11/17/2009 2:13:00 PM

Tags: solar, solar power, PV, thin film, electricity, renewable energy

We’re working on an article about thin-film photovoltaics (PV) for our February/March 2010 issue, and in the process I’m learning more about this very cool technology.

What is Thin-Film PV? Thin-film is a lightweight and flexible type of PV. Because it's so light and flexible, thin-film PV is also versatile: For example, you can mount it on the side of a tent or backpack, or integrate it directly into the roof of your home. It’s an alternative to crystalline silicon, which is still the most common type of PV. Some thin-film panels are manufactured with amorphous silicon, while others are made with cadmium telluride, or other non-silicon materials.

 

August September 2008 Cover 
October November 2006 Cover 

A Little Time Travel. We’ve written about thin-film PV several times in the last few years. In fact, we’ve even put thin-film PV on the cover twice (see left). So, just for fun, here’s a quick trip back into the Mother Earth News archive for more information on this technology.
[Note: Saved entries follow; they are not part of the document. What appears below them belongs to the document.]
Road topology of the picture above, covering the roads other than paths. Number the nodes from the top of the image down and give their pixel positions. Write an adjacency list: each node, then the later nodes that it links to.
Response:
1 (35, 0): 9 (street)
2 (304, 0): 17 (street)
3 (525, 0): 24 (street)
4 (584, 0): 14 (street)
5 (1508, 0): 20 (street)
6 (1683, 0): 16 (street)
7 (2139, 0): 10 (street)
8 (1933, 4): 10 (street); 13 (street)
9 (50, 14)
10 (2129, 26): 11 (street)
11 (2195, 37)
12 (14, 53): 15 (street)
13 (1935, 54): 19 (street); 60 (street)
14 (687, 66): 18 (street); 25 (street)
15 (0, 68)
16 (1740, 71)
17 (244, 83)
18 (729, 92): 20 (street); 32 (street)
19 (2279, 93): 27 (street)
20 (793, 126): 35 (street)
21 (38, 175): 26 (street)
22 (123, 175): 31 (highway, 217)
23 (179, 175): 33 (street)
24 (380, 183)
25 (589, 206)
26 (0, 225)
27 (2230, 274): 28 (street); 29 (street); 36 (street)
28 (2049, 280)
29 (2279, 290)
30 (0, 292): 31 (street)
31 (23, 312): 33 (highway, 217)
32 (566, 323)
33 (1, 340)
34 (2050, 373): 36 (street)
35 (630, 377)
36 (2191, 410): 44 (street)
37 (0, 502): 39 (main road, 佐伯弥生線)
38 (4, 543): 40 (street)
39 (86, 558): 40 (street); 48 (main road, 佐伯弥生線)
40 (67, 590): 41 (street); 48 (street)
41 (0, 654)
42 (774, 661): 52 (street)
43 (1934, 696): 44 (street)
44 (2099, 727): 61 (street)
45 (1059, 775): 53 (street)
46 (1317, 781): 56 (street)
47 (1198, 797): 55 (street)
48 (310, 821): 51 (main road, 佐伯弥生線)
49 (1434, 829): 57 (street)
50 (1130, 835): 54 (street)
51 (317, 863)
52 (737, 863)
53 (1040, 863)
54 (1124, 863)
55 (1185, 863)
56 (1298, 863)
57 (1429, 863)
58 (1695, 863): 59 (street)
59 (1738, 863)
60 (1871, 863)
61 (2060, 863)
2008. For an idea of what a house with thin-film PV looks like, check out the cover photo from our August/September 2008 issue. It's not easy to see the thin-film solar panels, and that's kind of the point. If you’re not crazy about the way solar panels look, one of the benefits of thin-film PV is that it can be very unobtrusive.

2006. Here’s a thin-film installation where it's easier to see the PV panels. This cover photo from our October/November 2006 issue shows the thin-film PV laminates that our editor in chief, Cheryl Long, installed on her barn roof.  You can read all about her PV system in the article Easy Solar Power.

2002. For more general background info on thin-film PV, check out this article from February/March 2002, Go Solar and Be Secure. It explains the benefits to homeowners of using this then-somewhat-newer technology.  

1982!  As I was looking through the archive, I was surprised to stumble across this fairly technical article on thin-film PV research from November/December 1982, Thin Film Amorphous Silicon Photovoltaics. It explains how the technology works and what was happening with it way back in the early ’80s.

But Back to the Future... Our new article will cover some of the latest updates in thin-film technology. It’s written by our contributing editor Steve Heckeroth, who has a lot to say about the promise of thin-film technology and solar-electric power in general. Stay tuned!


Megan E. Phelps is a freelance writer based in Kansas. She enjoys reading and writing about all things related to sustainable living including homesteading skills, green building and renewable energy. You can find her on .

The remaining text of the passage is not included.